In your copy, leave out the pictures and reproduce the listing below exactly.

══ Exercise data ══

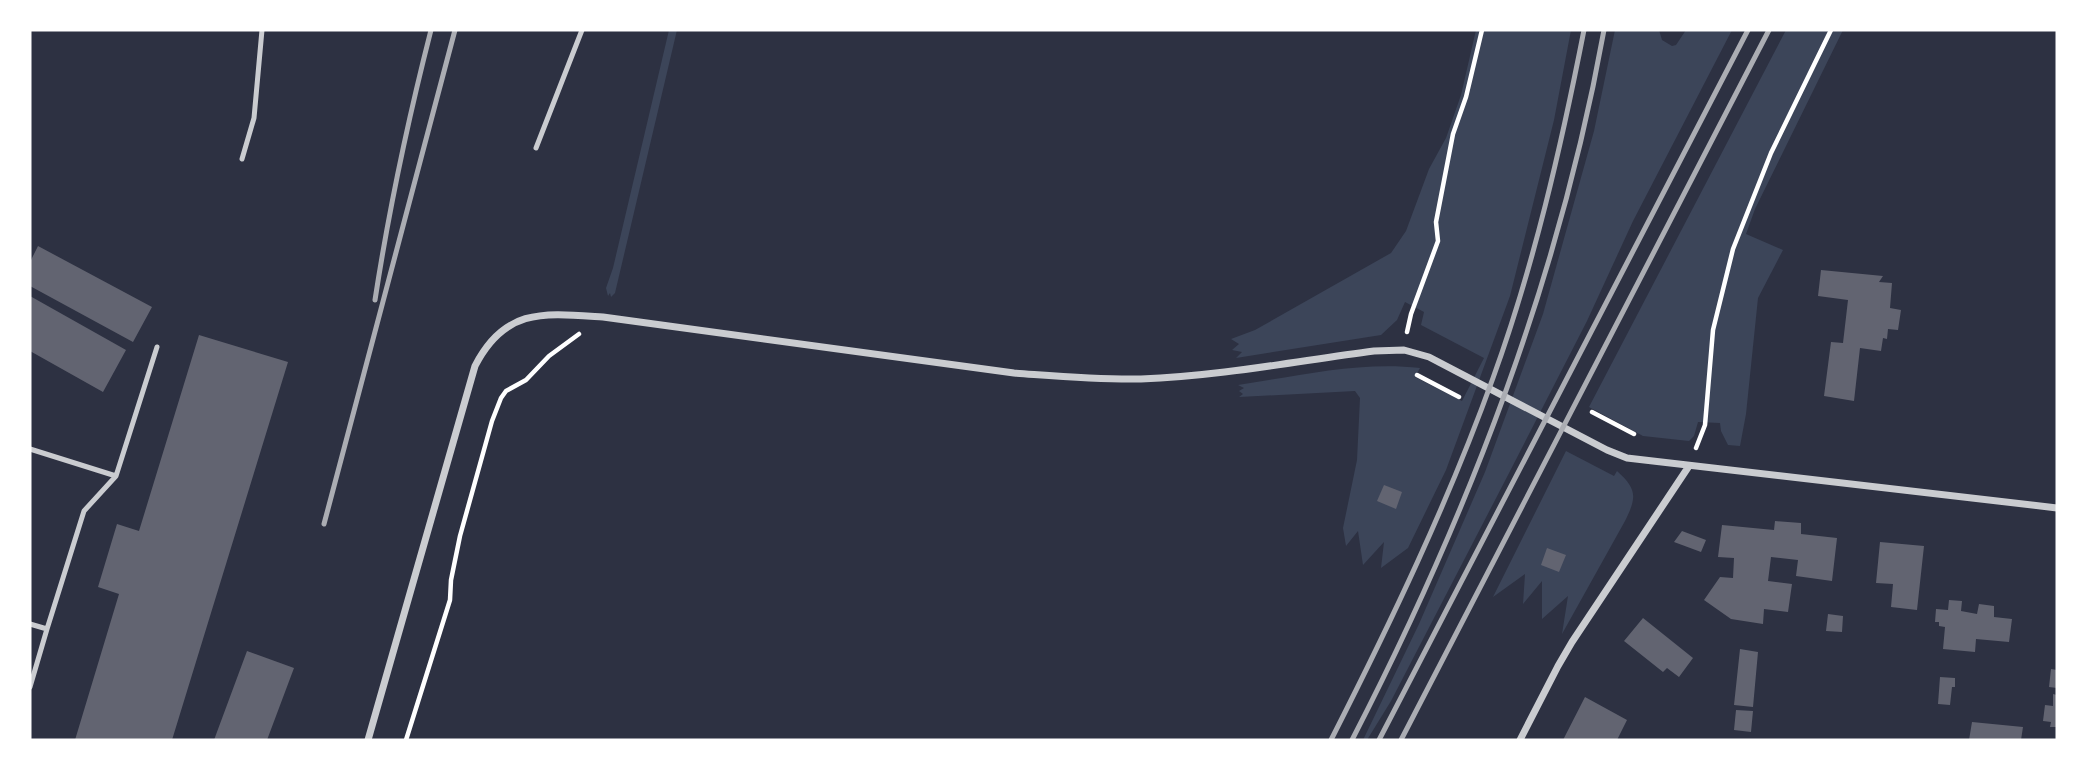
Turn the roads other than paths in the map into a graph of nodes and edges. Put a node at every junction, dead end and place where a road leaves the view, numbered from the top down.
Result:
1 (262, 30) edge
2 (582, 30) edge
3 (536, 148) dead end
4 (242, 159) dead end
5 (158, 347) dead end
6 (30, 449) edge
7 (1689, 466) junction
8 (116, 476) junction
9 (2057, 508) edge
10 (30, 624) edge
11 (47, 629) junction
12 (30, 687) edge
13 (368, 740) edge
14 (1520, 740) edge

1 - 4 lane
2 - 3 lane
5 - 8 lane
6 - 8 lane
7 - 9 street
7 - 13 street
7 - 14 street
8 - 11 lane
10 - 11 lane
11 - 12 lane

═══

Solved problem.
Turn the roads other than paths in the map into a graph of nodes and edges. Put a node at every junction, dead end and place where a road leaves the view, numbered from the top down.
Result:
1 (262, 30) edge
2 (582, 30) edge
3 (536, 148) dead end
4 (242, 159) dead end
5 (158, 347) dead end
6 (30, 449) edge
7 (1689, 466) junction
8 (116, 476) junction
9 (2057, 508) edge
10 (30, 624) edge
11 (47, 629) junction
12 (30, 687) edge
13 (368, 740) edge
14 (1520, 740) edge

1 - 4 lane
2 - 3 lane
5 - 8 lane
6 - 8 lane
7 - 9 street
7 - 13 street
7 - 14 street
8 - 11 lane
10 - 11 lane
11 - 12 lane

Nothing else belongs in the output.